### Activity
Search the records that follow and extract every line containing the string "paths".

Saved entries:
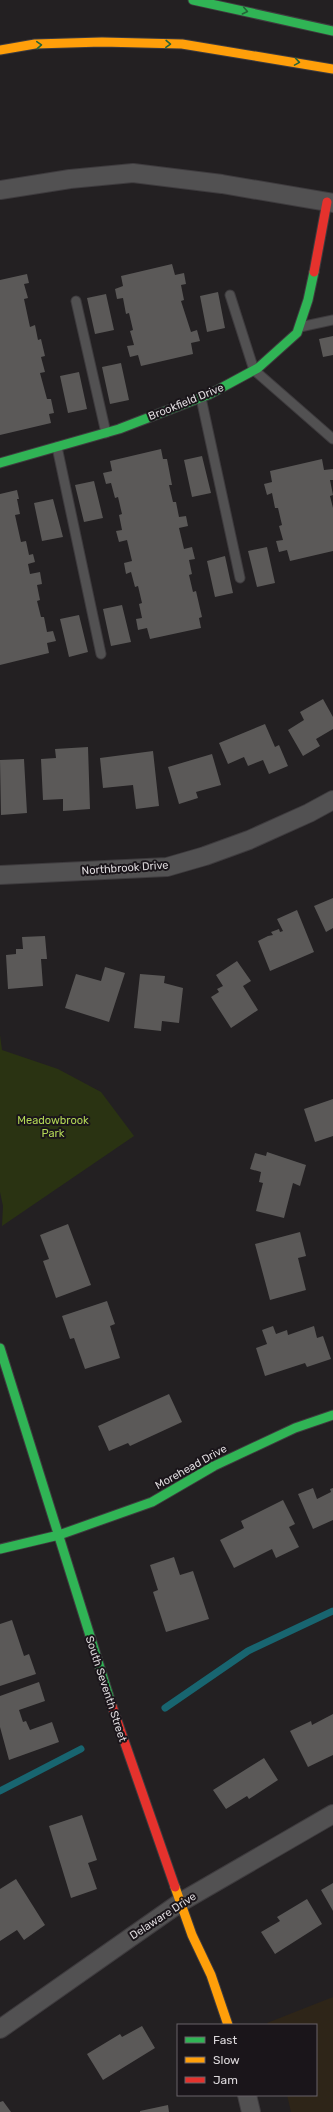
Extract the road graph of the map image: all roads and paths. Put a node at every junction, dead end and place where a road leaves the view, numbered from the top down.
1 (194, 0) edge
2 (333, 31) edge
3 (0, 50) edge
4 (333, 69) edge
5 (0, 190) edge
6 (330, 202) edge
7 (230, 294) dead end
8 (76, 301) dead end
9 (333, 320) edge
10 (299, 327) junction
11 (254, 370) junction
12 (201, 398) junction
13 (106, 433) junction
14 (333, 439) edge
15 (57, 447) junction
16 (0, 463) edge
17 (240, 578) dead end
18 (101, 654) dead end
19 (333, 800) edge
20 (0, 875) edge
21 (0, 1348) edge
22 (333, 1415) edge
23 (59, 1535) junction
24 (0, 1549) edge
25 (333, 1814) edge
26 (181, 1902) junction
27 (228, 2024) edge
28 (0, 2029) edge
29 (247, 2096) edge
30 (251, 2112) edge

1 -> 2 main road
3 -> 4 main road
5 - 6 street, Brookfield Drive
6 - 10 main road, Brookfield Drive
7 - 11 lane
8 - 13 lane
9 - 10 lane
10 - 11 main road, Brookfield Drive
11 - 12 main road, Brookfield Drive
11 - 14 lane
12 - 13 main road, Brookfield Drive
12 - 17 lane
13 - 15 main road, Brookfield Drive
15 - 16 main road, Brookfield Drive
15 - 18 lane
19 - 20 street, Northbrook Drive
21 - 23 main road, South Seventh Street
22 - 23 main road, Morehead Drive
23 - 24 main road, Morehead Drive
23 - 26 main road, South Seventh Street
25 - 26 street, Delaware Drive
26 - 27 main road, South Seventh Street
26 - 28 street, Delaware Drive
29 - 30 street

---

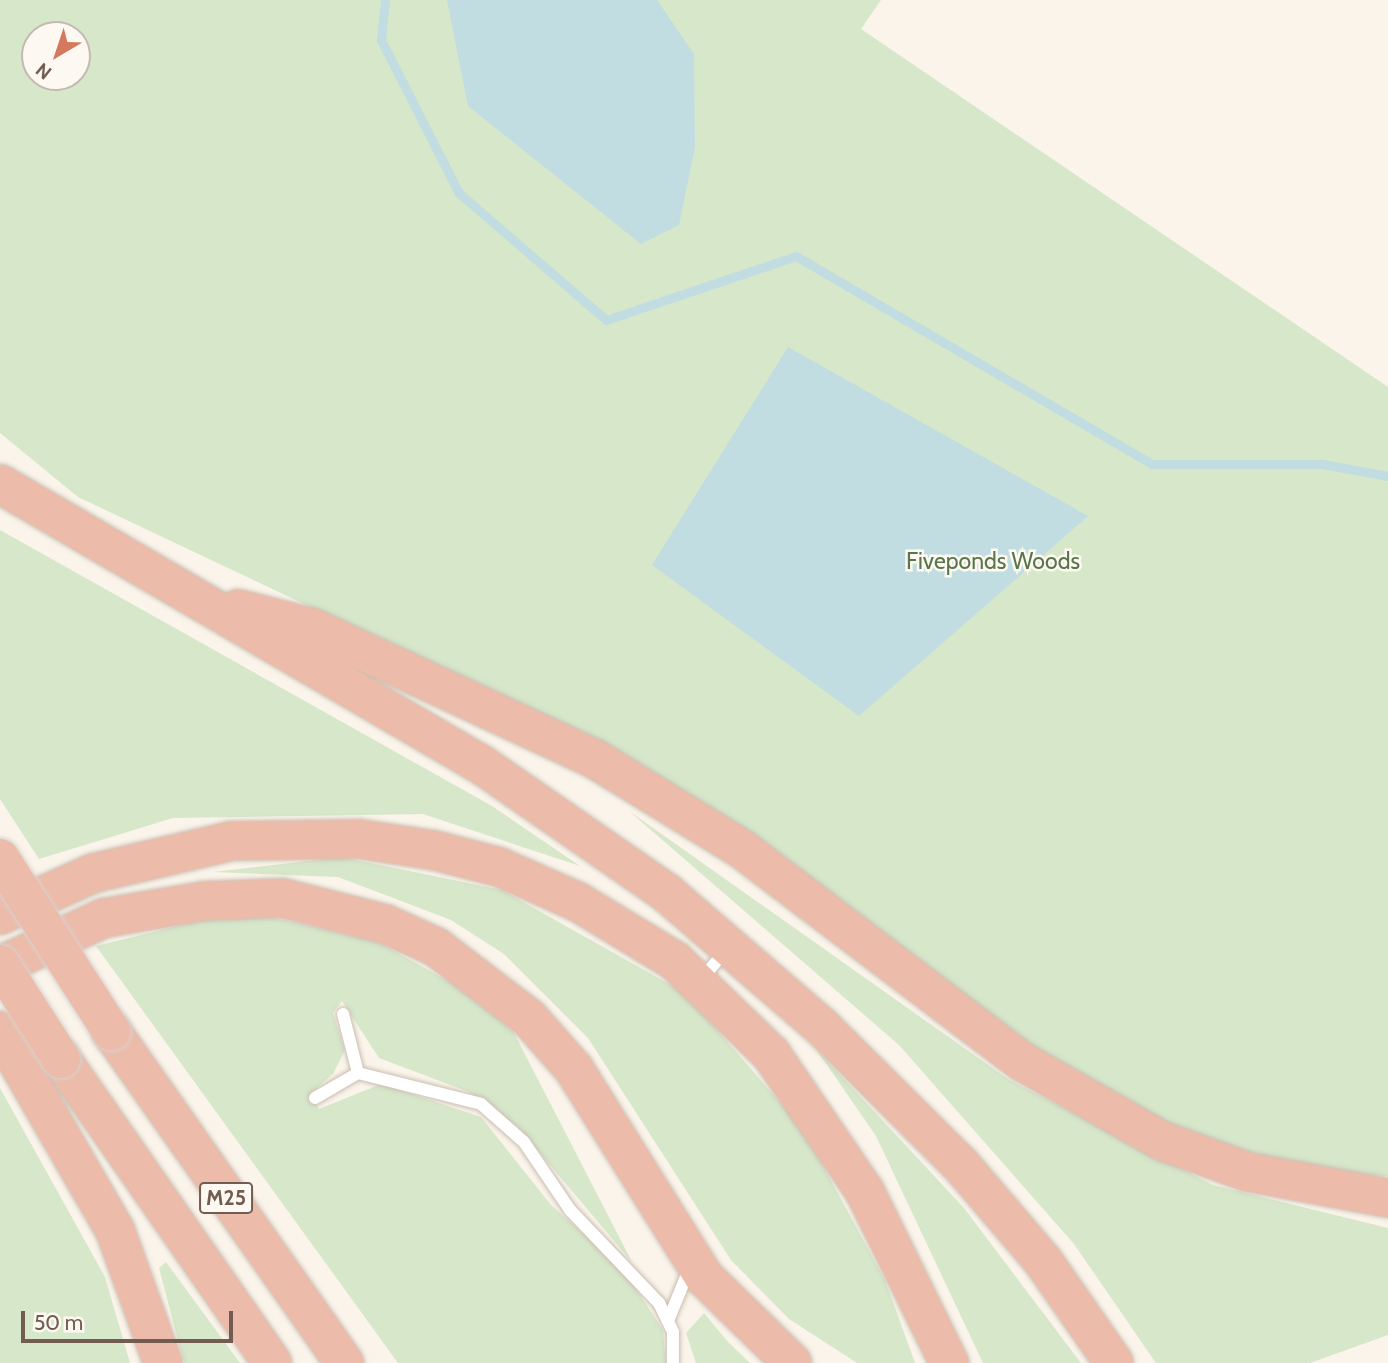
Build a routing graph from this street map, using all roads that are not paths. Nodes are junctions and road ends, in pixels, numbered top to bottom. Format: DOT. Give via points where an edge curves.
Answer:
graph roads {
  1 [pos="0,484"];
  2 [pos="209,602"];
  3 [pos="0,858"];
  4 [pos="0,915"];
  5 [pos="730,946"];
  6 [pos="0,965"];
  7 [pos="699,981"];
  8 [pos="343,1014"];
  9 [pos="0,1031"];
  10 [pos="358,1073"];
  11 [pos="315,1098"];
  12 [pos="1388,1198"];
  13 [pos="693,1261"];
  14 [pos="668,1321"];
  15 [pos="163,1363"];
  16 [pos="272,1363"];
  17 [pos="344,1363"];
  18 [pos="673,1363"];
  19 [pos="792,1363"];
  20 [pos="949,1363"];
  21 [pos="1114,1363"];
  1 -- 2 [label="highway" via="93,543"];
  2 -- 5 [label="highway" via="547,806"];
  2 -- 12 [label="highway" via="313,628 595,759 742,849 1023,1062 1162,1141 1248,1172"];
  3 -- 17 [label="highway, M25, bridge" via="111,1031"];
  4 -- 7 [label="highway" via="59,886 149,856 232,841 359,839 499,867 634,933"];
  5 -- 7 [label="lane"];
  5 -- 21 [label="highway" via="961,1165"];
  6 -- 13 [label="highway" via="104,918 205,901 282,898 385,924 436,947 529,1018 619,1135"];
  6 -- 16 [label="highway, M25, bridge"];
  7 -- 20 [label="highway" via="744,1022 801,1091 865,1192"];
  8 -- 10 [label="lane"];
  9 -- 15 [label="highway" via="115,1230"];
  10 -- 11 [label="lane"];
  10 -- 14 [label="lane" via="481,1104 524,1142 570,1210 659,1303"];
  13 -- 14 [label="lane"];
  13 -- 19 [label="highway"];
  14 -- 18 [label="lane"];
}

### Result below
Extract the road graph of the map image: all roads and paths. Put a node at every junction, dead end and place where a road leaves the view, numbered from the top down.
Build a routing graph from this street map, using all roads that are not paths. Nodes are junctions and road ends, in pixels, numbered top to bottom. Format: DOT. Give via points where an edge curves.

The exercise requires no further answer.